West Nile, due nuovi casi in Sardegna: salgono a 26 i contagi del 2025

Colpiti una donna di Oristano e un uomo di Samugheo: scattano le disinfestazioni e l’appello della Asl a proteggersi dalle zanzare

zanzara dengue

Due nuovi casi di virus West Nile sono stati registrati in Sardegna, entrambi nella provincia di Oristano, l’area più colpita dall’infezione nel 2025. Una donna ultrasessantenne di Oristano, giunta al pronto soccorso con sintomi influenzali, è stata visitata e dimessa, mentre un uomo ultrasettantenne di Samugheo si trova ricoverato all’ospedale San Martino.

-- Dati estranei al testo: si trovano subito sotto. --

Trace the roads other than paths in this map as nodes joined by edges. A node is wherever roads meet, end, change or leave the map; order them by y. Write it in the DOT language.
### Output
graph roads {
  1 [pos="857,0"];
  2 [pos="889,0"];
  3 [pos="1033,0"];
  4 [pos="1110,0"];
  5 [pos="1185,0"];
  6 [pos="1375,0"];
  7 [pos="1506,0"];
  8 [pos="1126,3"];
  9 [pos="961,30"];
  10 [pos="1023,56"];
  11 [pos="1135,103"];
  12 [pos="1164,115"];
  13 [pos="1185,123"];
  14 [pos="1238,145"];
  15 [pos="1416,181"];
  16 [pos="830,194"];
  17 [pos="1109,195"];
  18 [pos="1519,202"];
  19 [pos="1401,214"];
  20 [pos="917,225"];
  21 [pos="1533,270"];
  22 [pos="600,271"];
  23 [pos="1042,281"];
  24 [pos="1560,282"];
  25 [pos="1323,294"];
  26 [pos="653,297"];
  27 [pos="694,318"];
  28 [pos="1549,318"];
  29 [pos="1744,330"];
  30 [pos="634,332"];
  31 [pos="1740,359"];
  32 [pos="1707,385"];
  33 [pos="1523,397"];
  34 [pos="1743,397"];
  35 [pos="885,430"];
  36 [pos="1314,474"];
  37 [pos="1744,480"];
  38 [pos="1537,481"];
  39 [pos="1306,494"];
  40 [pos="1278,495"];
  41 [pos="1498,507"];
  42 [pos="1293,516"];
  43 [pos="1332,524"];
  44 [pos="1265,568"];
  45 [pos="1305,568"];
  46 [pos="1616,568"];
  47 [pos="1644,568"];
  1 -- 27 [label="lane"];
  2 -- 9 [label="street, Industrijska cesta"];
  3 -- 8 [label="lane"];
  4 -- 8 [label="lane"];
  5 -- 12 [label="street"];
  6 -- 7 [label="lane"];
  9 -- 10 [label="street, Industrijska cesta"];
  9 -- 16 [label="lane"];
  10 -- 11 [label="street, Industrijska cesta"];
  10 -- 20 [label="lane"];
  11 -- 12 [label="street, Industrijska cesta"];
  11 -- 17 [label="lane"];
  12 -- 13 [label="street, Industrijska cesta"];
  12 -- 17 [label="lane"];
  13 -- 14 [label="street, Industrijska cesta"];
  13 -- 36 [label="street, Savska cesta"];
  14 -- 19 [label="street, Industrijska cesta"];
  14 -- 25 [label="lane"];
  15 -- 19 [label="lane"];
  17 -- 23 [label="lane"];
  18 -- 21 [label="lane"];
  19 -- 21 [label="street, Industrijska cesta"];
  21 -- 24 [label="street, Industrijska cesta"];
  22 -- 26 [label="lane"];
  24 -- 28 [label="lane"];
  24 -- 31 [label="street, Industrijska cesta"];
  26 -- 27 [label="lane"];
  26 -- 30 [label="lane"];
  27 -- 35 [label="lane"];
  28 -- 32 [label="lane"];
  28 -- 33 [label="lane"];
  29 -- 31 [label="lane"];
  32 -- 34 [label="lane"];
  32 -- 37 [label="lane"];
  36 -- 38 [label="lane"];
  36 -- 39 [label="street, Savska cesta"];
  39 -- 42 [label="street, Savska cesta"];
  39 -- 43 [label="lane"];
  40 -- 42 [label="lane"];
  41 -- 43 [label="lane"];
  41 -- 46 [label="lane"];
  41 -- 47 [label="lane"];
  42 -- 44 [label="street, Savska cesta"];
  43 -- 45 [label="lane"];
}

Con questi due episodi, il bilancio dei contagi accertati nell’isola dall’inizio dell’anno sale a 26, tutti concentrati nello stesso territorio. Come previsto dai protocolli sanitari, la Asl 5 ha attivato immediatamente le procedure di contenimento: indagine epidemiologica sui casi e disinfestazione delle aree nel raggio di 200 metri dalle abitazioni dei pazienti, per ridurre la presenza delle zanzare portatrici del virus.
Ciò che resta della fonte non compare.